[[ MATERIAL SHOWN, beginning ]]

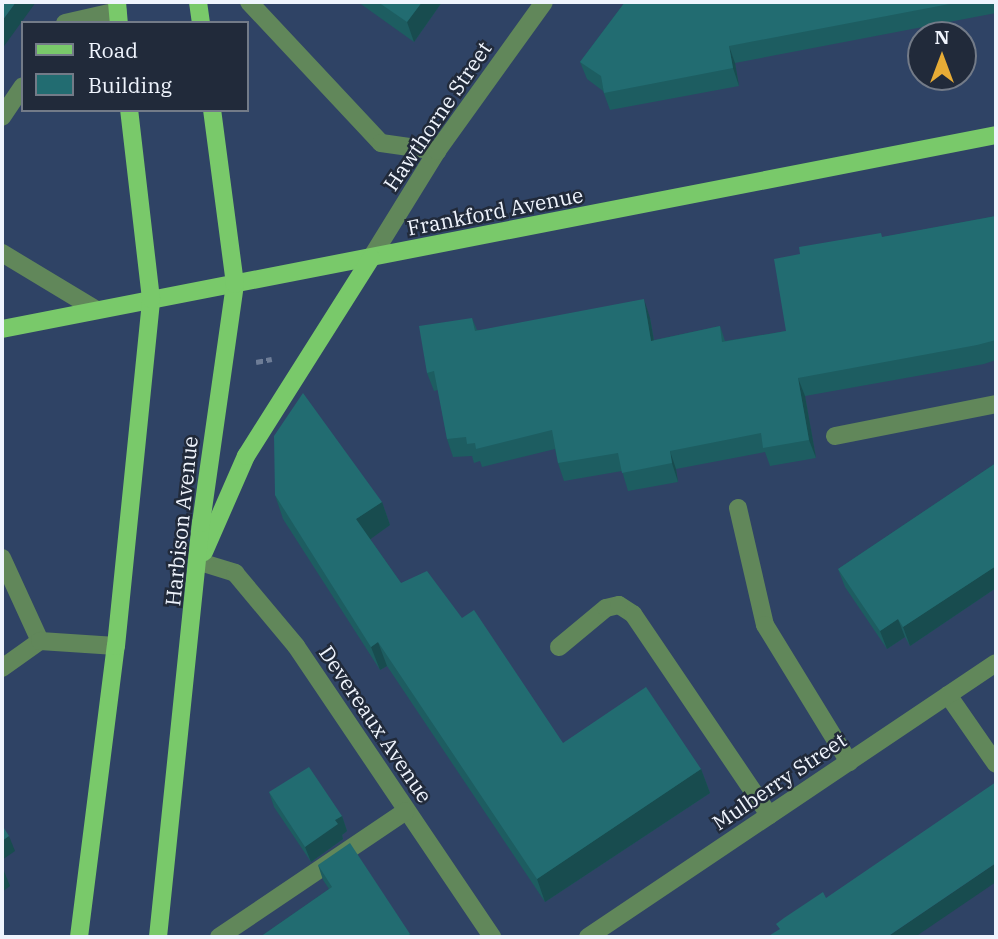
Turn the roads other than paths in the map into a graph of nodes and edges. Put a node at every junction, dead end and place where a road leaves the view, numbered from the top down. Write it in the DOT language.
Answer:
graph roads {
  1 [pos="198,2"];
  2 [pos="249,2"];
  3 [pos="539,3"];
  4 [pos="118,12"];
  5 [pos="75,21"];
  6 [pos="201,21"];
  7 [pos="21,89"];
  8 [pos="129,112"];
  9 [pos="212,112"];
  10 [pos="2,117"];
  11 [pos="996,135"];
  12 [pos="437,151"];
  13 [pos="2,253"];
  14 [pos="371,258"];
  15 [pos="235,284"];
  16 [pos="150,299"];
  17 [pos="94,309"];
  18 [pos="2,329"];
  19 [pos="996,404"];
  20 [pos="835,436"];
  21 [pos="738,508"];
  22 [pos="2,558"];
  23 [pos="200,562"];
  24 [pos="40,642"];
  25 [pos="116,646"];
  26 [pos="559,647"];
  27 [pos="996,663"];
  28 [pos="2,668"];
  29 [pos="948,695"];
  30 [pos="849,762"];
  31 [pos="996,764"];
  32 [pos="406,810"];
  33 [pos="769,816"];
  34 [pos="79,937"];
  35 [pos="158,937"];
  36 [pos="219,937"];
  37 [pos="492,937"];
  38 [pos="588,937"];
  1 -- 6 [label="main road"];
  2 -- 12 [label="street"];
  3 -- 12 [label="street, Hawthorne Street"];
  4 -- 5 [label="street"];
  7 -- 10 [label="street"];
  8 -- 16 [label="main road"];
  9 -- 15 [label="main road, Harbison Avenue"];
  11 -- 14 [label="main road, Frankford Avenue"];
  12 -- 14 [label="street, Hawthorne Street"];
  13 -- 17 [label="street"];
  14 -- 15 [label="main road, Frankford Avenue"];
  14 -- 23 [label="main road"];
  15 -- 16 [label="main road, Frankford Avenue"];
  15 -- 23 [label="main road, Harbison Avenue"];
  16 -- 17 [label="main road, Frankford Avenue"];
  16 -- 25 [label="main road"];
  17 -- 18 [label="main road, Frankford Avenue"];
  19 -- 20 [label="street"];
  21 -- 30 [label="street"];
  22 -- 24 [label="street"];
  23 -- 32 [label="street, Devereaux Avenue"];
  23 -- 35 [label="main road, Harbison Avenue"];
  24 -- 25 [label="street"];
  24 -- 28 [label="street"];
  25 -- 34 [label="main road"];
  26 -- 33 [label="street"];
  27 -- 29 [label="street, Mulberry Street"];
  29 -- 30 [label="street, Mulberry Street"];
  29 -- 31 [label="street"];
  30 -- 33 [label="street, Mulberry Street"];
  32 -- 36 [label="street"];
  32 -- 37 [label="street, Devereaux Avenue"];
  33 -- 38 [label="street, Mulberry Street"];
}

[[ MATERIAL SHOWN, end ]]

WHAT TO WORK ON:
In the copy, include every record exactly and no pictures at all.

WRITTEN RESPONSE:
Turn the roads other than paths in the map into a graph of nodes and edges. Put a node at every junction, dead end and place where a road leaves the view, numbered from the top down. Write it in the DOT language.
Answer:
graph roads {
  1 [pos="198,2"];
  2 [pos="249,2"];
  3 [pos="539,3"];
  4 [pos="118,12"];
  5 [pos="75,21"];
  6 [pos="201,21"];
  7 [pos="21,89"];
  8 [pos="129,112"];
  9 [pos="212,112"];
  10 [pos="2,117"];
  11 [pos="996,135"];
  12 [pos="437,151"];
  13 [pos="2,253"];
  14 [pos="371,258"];
  15 [pos="235,284"];
  16 [pos="150,299"];
  17 [pos="94,309"];
  18 [pos="2,329"];
  19 [pos="996,404"];
  20 [pos="835,436"];
  21 [pos="738,508"];
  22 [pos="2,558"];
  23 [pos="200,562"];
  24 [pos="40,642"];
  25 [pos="116,646"];
  26 [pos="559,647"];
  27 [pos="996,663"];
  28 [pos="2,668"];
  29 [pos="948,695"];
  30 [pos="849,762"];
  31 [pos="996,764"];
  32 [pos="406,810"];
  33 [pos="769,816"];
  34 [pos="79,937"];
  35 [pos="158,937"];
  36 [pos="219,937"];
  37 [pos="492,937"];
  38 [pos="588,937"];
  1 -- 6 [label="main road"];
  2 -- 12 [label="street"];
  3 -- 12 [label="street, Hawthorne Street"];
  4 -- 5 [label="street"];
  7 -- 10 [label="street"];
  8 -- 16 [label="main road"];
  9 -- 15 [label="main road, Harbison Avenue"];
  11 -- 14 [label="main road, Frankford Avenue"];
  12 -- 14 [label="street, Hawthorne Street"];
  13 -- 17 [label="street"];
  14 -- 15 [label="main road, Frankford Avenue"];
  14 -- 23 [label="main road"];
  15 -- 16 [label="main road, Frankford Avenue"];
  15 -- 23 [label="main road, Harbison Avenue"];
  16 -- 17 [label="main road, Frankford Avenue"];
  16 -- 25 [label="main road"];
  17 -- 18 [label="main road, Frankford Avenue"];
  19 -- 20 [label="street"];
  21 -- 30 [label="street"];
  22 -- 24 [label="street"];
  23 -- 32 [label="street, Devereaux Avenue"];
  23 -- 35 [label="main road, Harbison Avenue"];
  24 -- 25 [label="street"];
  24 -- 28 [label="street"];
  25 -- 34 [label="main road"];
  26 -- 33 [label="street"];
  27 -- 29 [label="street, Mulberry Street"];
  29 -- 30 [label="street, Mulberry Street"];
  29 -- 31 [label="street"];
  30 -- 33 [label="street, Mulberry Street"];
  32 -- 36 [label="street"];
  32 -- 37 [label="street, Devereaux Avenue"];
  33 -- 38 [label="street, Mulberry Street"];
}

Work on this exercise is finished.